Some issues I noticed:

  1. TCP DUPs all have the same Seq.no's but after testing with editcap and hexdec comparing I noticed they are not truly unique.
  2. The difference in DUPS only lies in the IPv4 Identification field (2 bytes) and as a result the Header checksum (2 bytes). This is systematic.
  3. Frequent errors in the expert window are: "Duplicate ACKs", "out-of-order" and "previous segment not captured"

Just a shot in the dark... I wonder if Wireshark somehow tricked, seeing these packages as DUP ACKs.

Are these issues typical for a SPAN VLAN monitoring port at the ISP?
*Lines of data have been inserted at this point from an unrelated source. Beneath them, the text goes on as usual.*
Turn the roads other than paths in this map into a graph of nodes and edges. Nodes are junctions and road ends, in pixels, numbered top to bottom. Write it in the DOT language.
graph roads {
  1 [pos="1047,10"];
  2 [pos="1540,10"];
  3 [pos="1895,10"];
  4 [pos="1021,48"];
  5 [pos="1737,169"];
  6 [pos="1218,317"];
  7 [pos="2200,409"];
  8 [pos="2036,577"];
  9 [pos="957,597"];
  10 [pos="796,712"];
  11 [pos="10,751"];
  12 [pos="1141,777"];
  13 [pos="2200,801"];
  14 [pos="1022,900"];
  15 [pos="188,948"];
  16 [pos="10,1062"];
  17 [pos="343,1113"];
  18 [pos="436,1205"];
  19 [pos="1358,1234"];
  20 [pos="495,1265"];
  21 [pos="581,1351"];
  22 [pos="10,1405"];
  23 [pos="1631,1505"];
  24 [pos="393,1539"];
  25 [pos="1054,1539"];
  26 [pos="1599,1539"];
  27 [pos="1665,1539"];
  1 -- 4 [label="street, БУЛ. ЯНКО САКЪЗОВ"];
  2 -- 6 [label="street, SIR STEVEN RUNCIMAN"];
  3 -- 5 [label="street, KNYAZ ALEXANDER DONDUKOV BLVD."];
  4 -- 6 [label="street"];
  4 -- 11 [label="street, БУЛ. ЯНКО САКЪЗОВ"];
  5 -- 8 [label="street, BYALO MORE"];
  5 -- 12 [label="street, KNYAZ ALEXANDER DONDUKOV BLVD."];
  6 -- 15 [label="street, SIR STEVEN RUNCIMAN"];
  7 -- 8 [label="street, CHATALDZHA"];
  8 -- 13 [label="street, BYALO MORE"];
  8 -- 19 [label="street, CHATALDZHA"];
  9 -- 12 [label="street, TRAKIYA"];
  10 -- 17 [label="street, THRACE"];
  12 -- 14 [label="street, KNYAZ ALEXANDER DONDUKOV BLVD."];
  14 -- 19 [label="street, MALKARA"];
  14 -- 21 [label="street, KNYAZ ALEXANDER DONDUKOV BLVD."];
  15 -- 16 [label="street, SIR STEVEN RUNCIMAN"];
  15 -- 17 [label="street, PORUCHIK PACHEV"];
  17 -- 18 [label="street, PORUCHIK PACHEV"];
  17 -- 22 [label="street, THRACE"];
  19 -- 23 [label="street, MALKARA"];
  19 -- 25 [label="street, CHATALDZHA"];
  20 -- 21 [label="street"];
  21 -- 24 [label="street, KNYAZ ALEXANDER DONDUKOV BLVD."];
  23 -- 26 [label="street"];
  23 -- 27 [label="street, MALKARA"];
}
Anything else that would explain change of the ID-field in the IPv4 header while the rest of the datagram is untouched?

(15 Feb '16, 00:41) boiiingg

Anything else that would explain change of the ID-field in the IPv4 header while the rest of the datagram is untouched?

The difference in IP ID field means that the "duplicates" have been really sent by the sending machine and haven't occurred due to properties of the capturing method.

Are these issues typical for a SPAN VLAN monitoring port at the ISP?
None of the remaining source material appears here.